=== Data supplied ===

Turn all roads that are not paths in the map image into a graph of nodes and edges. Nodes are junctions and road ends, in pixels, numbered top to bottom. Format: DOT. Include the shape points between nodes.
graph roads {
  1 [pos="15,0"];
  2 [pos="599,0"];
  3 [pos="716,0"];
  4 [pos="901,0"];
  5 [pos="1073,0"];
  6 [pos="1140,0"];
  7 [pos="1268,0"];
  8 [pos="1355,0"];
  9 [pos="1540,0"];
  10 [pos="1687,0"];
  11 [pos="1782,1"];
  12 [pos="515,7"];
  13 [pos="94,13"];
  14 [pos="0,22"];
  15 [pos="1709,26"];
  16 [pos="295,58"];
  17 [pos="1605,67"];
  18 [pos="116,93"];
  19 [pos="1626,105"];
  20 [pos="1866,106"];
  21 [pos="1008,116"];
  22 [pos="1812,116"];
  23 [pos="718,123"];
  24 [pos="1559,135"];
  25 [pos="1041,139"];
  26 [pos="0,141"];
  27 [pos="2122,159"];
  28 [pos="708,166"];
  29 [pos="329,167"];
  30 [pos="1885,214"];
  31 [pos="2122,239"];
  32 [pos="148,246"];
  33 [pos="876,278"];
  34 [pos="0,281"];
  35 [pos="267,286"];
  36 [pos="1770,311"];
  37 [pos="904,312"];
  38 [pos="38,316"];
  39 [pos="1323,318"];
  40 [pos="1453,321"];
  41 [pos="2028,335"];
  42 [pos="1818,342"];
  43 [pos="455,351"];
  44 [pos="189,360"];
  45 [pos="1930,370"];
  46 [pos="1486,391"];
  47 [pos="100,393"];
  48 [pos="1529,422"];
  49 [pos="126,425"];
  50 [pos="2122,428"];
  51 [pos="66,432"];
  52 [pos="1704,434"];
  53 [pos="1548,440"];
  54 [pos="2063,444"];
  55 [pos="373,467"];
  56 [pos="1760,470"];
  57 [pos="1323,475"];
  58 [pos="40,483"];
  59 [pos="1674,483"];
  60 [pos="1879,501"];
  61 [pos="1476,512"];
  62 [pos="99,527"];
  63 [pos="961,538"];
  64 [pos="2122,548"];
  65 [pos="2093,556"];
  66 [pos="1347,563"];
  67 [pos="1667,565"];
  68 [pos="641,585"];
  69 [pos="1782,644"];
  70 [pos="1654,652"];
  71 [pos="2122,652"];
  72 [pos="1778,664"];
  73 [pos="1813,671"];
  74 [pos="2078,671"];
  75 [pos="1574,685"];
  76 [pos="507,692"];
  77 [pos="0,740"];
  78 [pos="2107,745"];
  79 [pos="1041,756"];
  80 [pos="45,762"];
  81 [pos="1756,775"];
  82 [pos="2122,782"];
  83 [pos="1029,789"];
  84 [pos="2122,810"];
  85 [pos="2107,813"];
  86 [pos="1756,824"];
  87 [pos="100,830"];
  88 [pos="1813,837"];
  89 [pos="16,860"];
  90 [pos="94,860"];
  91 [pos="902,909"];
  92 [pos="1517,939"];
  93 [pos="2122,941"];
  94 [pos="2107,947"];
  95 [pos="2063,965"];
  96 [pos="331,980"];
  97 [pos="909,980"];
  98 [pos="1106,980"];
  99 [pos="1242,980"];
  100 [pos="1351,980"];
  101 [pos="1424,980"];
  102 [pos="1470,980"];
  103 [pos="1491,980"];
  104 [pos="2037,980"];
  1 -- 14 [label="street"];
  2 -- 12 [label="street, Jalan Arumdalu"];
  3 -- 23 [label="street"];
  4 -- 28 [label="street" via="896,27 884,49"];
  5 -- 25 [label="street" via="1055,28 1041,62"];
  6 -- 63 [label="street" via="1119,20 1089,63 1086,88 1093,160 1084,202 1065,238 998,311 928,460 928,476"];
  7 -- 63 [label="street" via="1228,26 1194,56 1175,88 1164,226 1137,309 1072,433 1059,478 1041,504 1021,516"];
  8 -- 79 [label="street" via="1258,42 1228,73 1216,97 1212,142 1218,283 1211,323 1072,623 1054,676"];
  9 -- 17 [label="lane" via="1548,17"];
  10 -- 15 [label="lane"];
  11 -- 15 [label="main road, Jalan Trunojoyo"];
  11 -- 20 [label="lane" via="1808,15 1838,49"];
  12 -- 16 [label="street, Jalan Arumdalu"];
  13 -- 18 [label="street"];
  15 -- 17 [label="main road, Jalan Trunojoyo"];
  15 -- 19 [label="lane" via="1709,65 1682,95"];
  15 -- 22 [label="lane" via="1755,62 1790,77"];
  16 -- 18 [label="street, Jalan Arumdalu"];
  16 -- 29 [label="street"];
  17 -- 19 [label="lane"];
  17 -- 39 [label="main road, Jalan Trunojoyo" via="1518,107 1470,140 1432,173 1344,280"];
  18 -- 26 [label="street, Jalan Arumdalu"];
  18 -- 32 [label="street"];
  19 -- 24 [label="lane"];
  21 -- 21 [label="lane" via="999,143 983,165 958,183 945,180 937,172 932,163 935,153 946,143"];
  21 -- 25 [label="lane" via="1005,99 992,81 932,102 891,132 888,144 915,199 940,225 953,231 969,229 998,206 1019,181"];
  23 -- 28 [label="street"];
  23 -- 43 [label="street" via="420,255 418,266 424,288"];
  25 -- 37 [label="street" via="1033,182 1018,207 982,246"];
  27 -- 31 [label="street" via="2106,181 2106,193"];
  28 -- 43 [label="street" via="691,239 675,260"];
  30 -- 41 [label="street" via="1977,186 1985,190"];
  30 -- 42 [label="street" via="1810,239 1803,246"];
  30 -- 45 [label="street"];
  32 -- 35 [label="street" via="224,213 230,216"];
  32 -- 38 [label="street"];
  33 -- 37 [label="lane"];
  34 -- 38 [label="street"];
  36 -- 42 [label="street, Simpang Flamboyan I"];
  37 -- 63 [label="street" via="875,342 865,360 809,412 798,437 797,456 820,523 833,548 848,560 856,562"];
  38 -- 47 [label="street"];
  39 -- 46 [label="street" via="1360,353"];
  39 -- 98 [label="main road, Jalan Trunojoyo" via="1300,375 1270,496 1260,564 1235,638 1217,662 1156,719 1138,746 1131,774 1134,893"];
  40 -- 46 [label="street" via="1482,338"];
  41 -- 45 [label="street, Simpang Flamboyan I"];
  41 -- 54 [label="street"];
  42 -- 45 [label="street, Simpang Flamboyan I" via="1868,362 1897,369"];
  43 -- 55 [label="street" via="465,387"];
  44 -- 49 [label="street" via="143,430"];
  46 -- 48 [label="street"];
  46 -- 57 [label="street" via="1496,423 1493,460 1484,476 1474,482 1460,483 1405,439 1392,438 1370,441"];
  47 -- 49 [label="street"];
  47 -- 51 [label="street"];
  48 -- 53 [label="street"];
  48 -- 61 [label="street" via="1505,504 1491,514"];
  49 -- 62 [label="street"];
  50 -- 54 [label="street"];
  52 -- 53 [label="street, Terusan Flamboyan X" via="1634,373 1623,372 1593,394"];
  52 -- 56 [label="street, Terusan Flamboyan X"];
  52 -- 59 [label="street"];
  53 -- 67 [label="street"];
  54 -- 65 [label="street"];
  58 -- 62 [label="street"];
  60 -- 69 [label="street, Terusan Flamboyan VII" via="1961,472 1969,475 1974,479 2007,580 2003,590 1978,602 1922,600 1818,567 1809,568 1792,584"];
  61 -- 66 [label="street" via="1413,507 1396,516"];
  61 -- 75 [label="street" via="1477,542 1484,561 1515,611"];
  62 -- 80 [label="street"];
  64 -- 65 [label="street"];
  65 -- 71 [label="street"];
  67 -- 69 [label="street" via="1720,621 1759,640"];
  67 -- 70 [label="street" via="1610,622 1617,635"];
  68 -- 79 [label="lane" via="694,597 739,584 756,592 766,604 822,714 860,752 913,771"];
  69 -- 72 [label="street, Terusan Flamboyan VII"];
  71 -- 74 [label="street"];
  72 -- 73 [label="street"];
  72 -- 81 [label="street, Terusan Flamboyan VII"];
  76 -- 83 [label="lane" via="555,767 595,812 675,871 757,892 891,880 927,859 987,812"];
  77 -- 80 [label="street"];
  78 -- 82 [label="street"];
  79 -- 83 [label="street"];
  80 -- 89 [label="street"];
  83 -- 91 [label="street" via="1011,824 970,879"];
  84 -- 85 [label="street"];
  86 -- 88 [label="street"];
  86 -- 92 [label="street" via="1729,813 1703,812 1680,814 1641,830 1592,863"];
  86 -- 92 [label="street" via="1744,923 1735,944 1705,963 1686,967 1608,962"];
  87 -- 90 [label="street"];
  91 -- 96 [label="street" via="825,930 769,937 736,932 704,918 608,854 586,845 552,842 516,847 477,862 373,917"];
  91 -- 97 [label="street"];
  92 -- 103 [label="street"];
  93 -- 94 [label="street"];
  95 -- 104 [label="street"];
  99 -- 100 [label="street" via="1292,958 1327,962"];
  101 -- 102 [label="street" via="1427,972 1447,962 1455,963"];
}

===

Look through the data above for the string "Jalan" and copy every line where it appears.

Answer section:
  2 -- 12 [label="street, Jalan Arumdalu"];
  11 -- 15 [label="main road, Jalan Trunojoyo"];
  12 -- 16 [label="street, Jalan Arumdalu"];
  15 -- 17 [label="main road, Jalan Trunojoyo"];
  16 -- 18 [label="street, Jalan Arumdalu"];
  17 -- 39 [label="main road, Jalan Trunojoyo" via="1518,107 1470,140 1432,173 1344,280"];
  18 -- 26 [label="street, Jalan Arumdalu"];
  39 -- 98 [label="main road, Jalan Trunojoyo" via="1300,375 1270,496 1260,564 1235,638 1217,662 1156,719 1138,746 1131,774 1134,893"];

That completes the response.